● **WHAT IS NEEDED**
Where an entry contains a picture, omit the picture and repeat the rest exactly.
(DATASET begins)
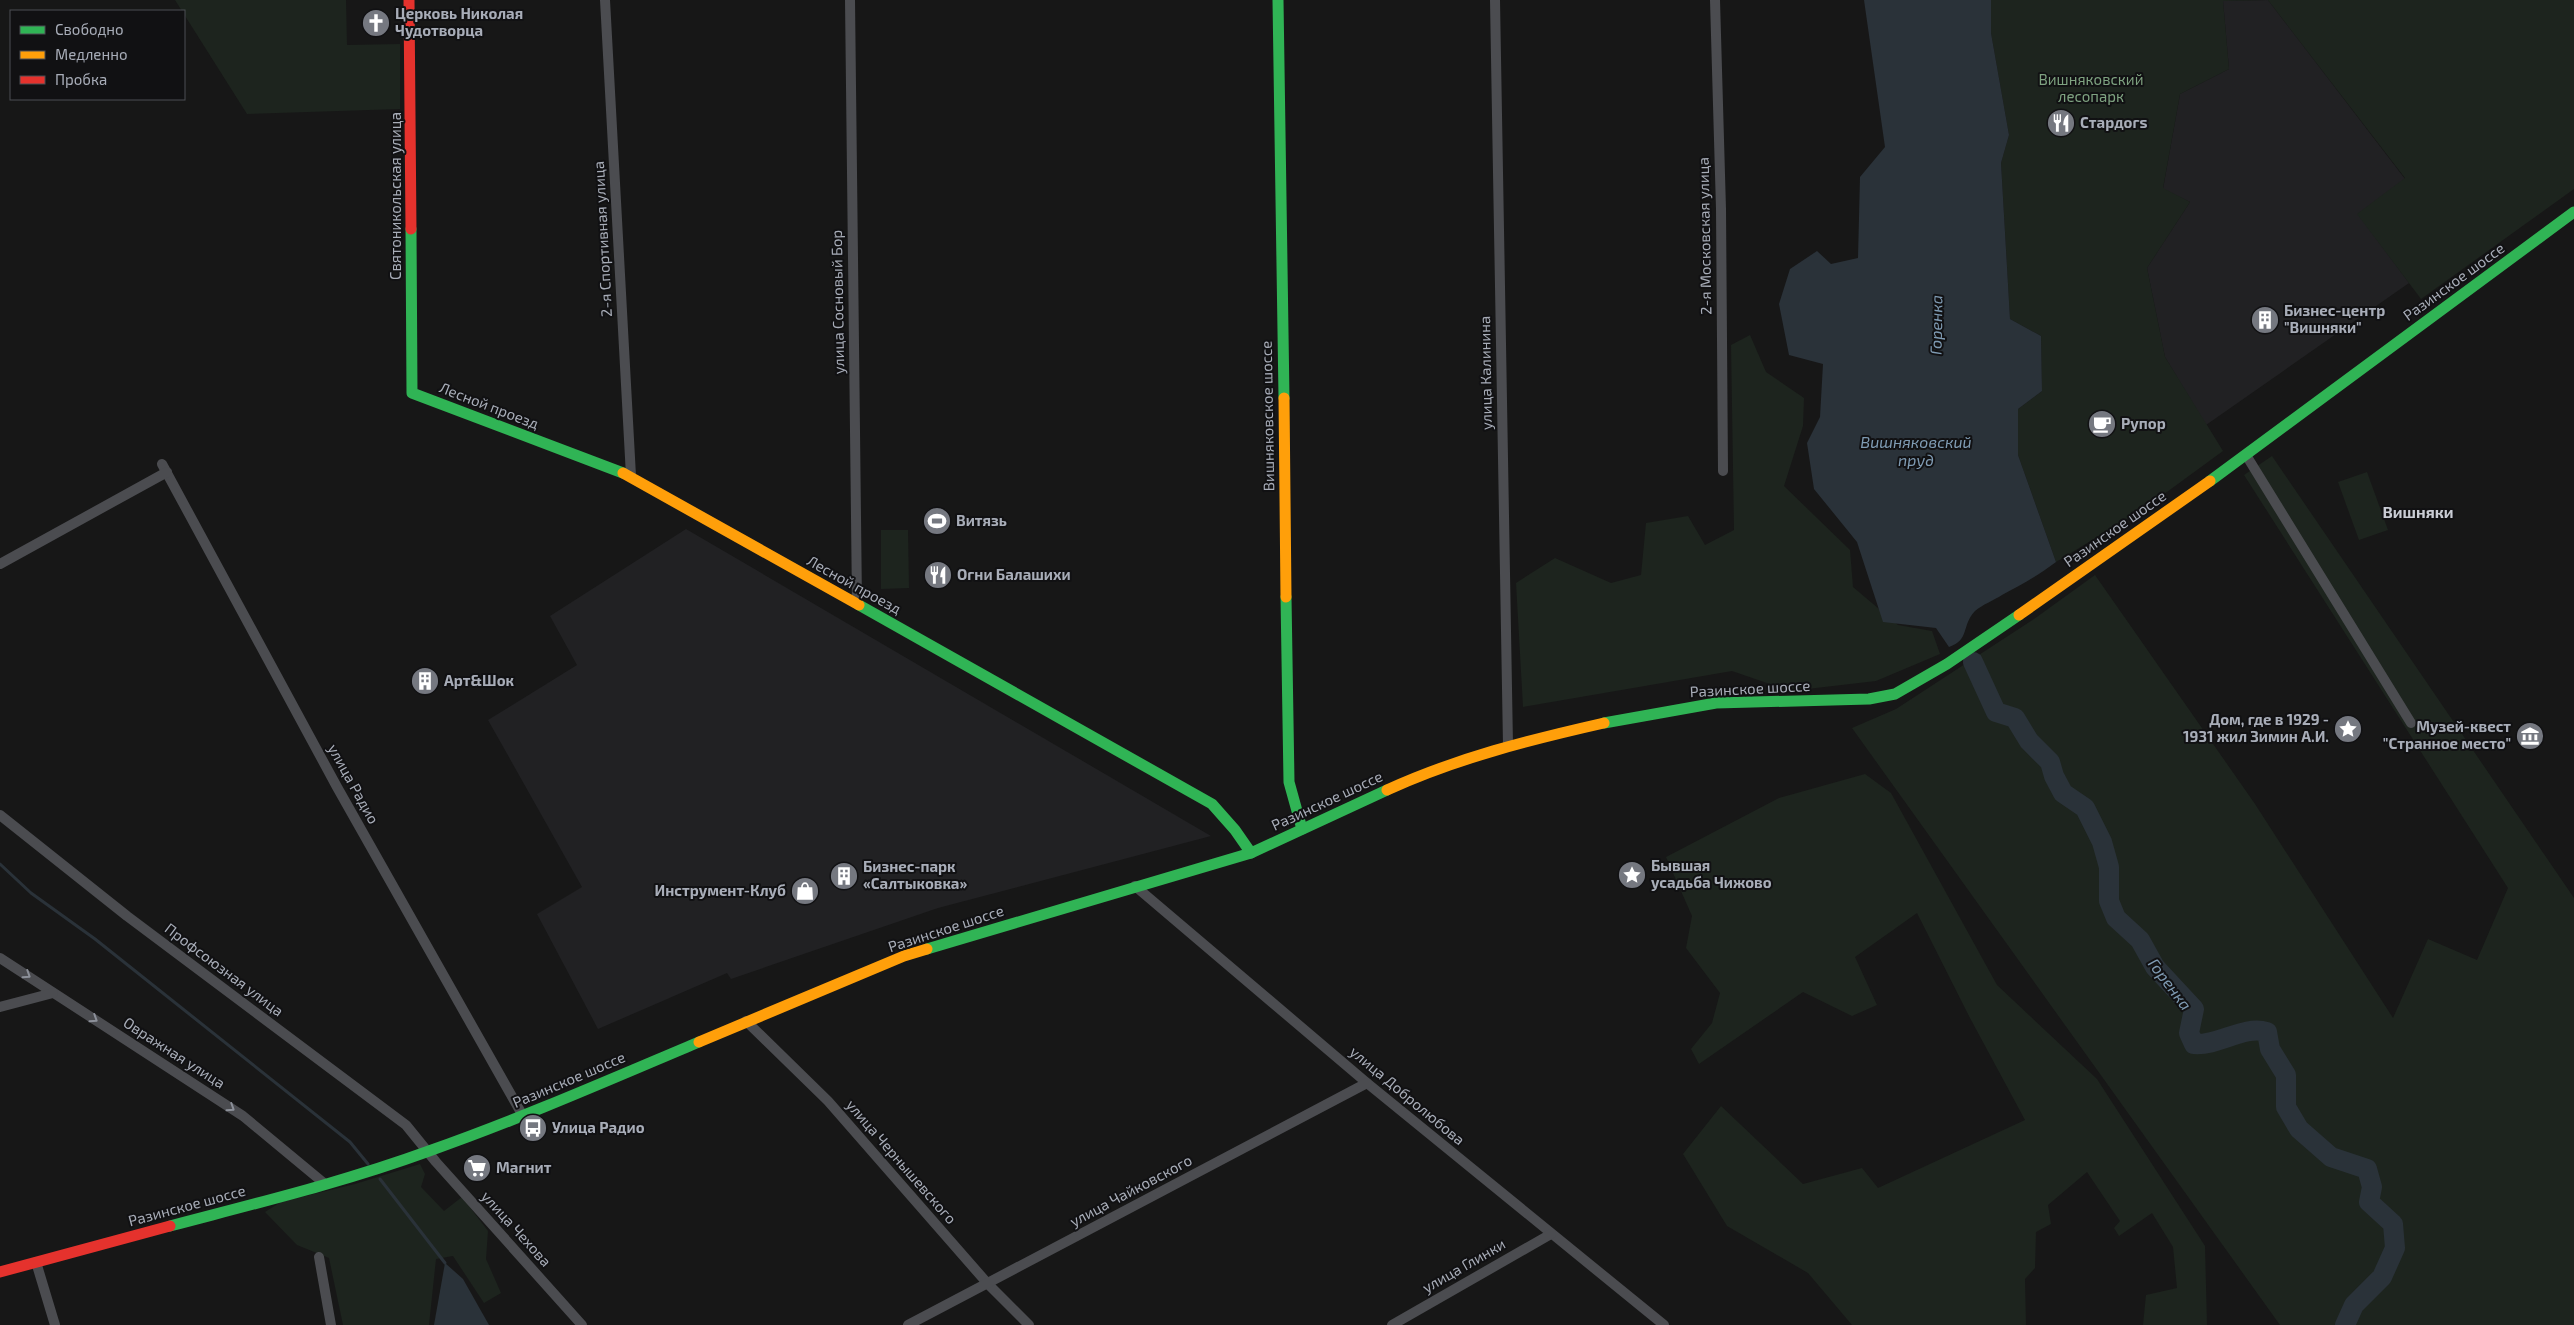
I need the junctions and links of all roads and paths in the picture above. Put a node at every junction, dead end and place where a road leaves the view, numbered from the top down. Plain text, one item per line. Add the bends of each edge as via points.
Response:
1 (409, 0) edge
2 (605, 0) edge
3 (850, 0) edge
4 (1278, 0) edge
5 (1495, 0) edge
6 (1715, 0) edge
7 (2574, 212) edge
8 (412, 393) joint
9 (2246, 455) junction
10 (1723, 471) dead end
11 (631, 476) junction
12 (0, 564) edge
13 (857, 603) junction
14 (2411, 723) dead end
15 (1508, 745) junction
16 (0, 815) edge
17 (1302, 829) junction
18 (1251, 853) junction
19 (1135, 886) junction
20 (0, 958) edge
21 (54, 993) junction
22 (0, 1007) edge
23 (746, 1022) junction
24 (1367, 1083) junction
25 (523, 1116) junction
26 (427, 1152) junction
27 (325, 1184) junction
28 (1551, 1234) junction
29 (319, 1257) dead end
30 (36, 1262) junction
31 (0, 1272) edge
32 (988, 1284) junction
33 (56, 1325) edge
34 (331, 1325) edge
35 (582, 1325) edge
36 (908, 1325) edge
37 (1029, 1325) edge
38 (1392, 1325) edge
39 (1664, 1325) edge

1 - 8 main road, Святоникольская улица
2 - 11 street, 2-я Спортивная улица
3 - 13 street, улица Сосновый Бор
4 - 17 main road, Вишняковское шоссе via 1289,782
5 - 15 street, улица Калинина
6 - 10 street, 2-я Московская улица
7 - 9 main road, Разинское шоссе
8 - 11 main road, Лесной проезд
9 - 14 street
9 - 15 main road, Разинское шоссе via 1947,664 1895,694 1869,699 1716,703 1608,722
11 - 13 main road, Лесной проезд
12 - 25 street, улица Радио via 164,468 337,787
13 - 18 main road, Лесной проезд via 1212,804
15 - 17 main road, Разинское шоссе via 1427,772
16 - 26 street, Профсоюзная улица via 127,916 406,1125
17 - 18 main road, Разинское шоссе
18 - 19 main road, Разинское шоссе
19 - 23 main road, Разинское шоссе via 904,956
19 - 24 street, улица Добролюбова
20 -> 21 street, Овражная улица
21 - 22 street
21 -> 27 street, Овражная улица via 243,1116
23 - 25 main road, Разинское шоссе
23 - 32 street, улица Чернышевского via 828,1101
24 - 28 street, улица Добролюбова
24 - 32 street, улица Чайковского
25 - 26 main road, Разинское шоссе
26 - 27 main road, Разинское шоссе
26 - 35 street, улица Чехова
27 - 30 main road, Разинское шоссе
28 - 38 street, улица Глинки
28 - 39 street, улица Добролюбова
29 - 34 street
30 - 31 main road, Разинское шоссе
30 - 33 street
32 - 36 street, улица Чайковского
32 - 37 street, улица Чернышевского

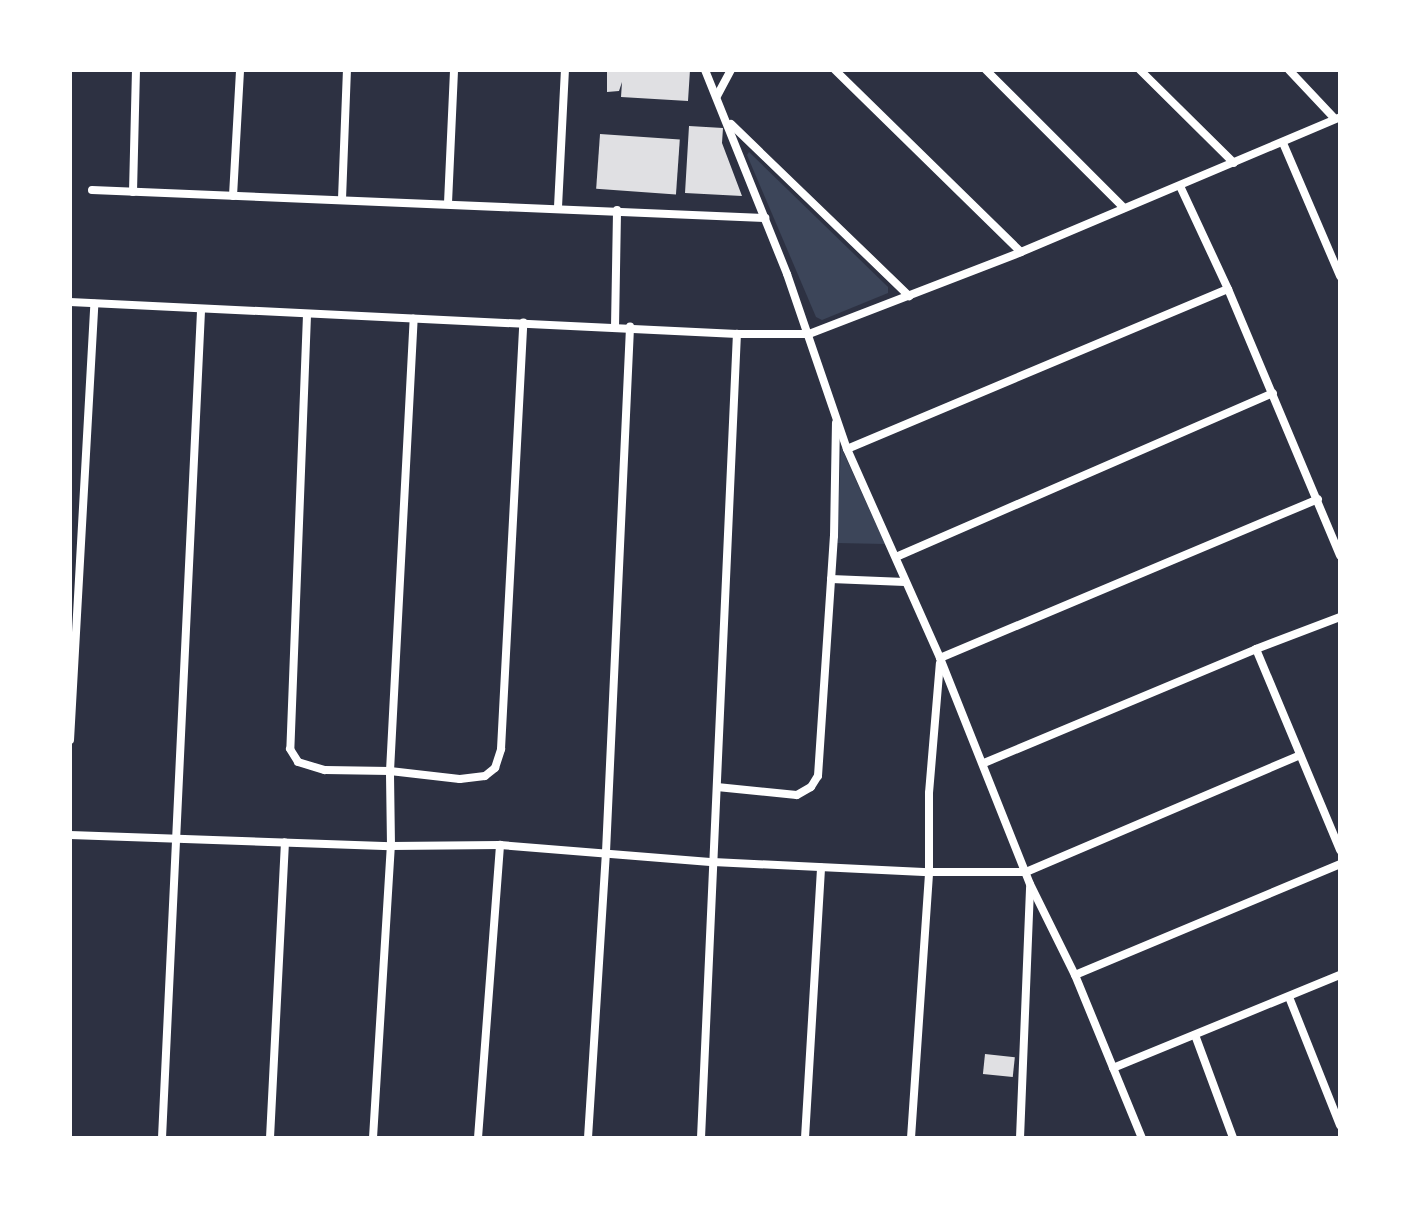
(DATASET ends)
● **EXERCISE RESULT**
I need the junctions and links of all roads and paths in the picture above. Put a node at every junction, dead end and place where a road leaves the view, numbered from the top down. Plain text, one item per line. Add the bends of each edge as via points.
Response:
1 (409, 0) edge
2 (605, 0) edge
3 (850, 0) edge
4 (1278, 0) edge
5 (1495, 0) edge
6 (1715, 0) edge
7 (2574, 212) edge
8 (412, 393) joint
9 (2246, 455) junction
10 (1723, 471) dead end
11 (631, 476) junction
12 (0, 564) edge
13 (857, 603) junction
14 (2411, 723) dead end
15 (1508, 745) junction
16 (0, 815) edge
17 (1302, 829) junction
18 (1251, 853) junction
19 (1135, 886) junction
20 (0, 958) edge
21 (54, 993) junction
22 (0, 1007) edge
23 (746, 1022) junction
24 (1367, 1083) junction
25 (523, 1116) junction
26 (427, 1152) junction
27 (325, 1184) junction
28 (1551, 1234) junction
29 (319, 1257) dead end
30 (36, 1262) junction
31 (0, 1272) edge
32 (988, 1284) junction
33 (56, 1325) edge
34 (331, 1325) edge
35 (582, 1325) edge
36 (908, 1325) edge
37 (1029, 1325) edge
38 (1392, 1325) edge
39 (1664, 1325) edge

1 - 8 main road, Святоникольская улица
2 - 11 street, 2-я Спортивная улица
3 - 13 street, улица Сосновый Бор
4 - 17 main road, Вишняковское шоссе via 1289,782
5 - 15 street, улица Калинина
6 - 10 street, 2-я Московская улица
7 - 9 main road, Разинское шоссе
8 - 11 main road, Лесной проезд
9 - 14 street
9 - 15 main road, Разинское шоссе via 1947,664 1895,694 1869,699 1716,703 1608,722
11 - 13 main road, Лесной проезд
12 - 25 street, улица Радио via 164,468 337,787
13 - 18 main road, Лесной проезд via 1212,804
15 - 17 main road, Разинское шоссе via 1427,772
16 - 26 street, Профсоюзная улица via 127,916 406,1125
17 - 18 main road, Разинское шоссе
18 - 19 main road, Разинское шоссе
19 - 23 main road, Разинское шоссе via 904,956
19 - 24 street, улица Добролюбова
20 -> 21 street, Овражная улица
21 - 22 street
21 -> 27 street, Овражная улица via 243,1116
23 - 25 main road, Разинское шоссе
23 - 32 street, улица Чернышевского via 828,1101
24 - 28 street, улица Добролюбова
24 - 32 street, улица Чайковского
25 - 26 main road, Разинское шоссе
26 - 27 main road, Разинское шоссе
26 - 35 street, улица Чехова
27 - 30 main road, Разинское шоссе
28 - 38 street, улица Глинки
28 - 39 street, улица Добролюбова
29 - 34 street
30 - 31 main road, Разинское шоссе
30 - 33 street
32 - 36 street, улица Чайковского
32 - 37 street, улица Чернышевского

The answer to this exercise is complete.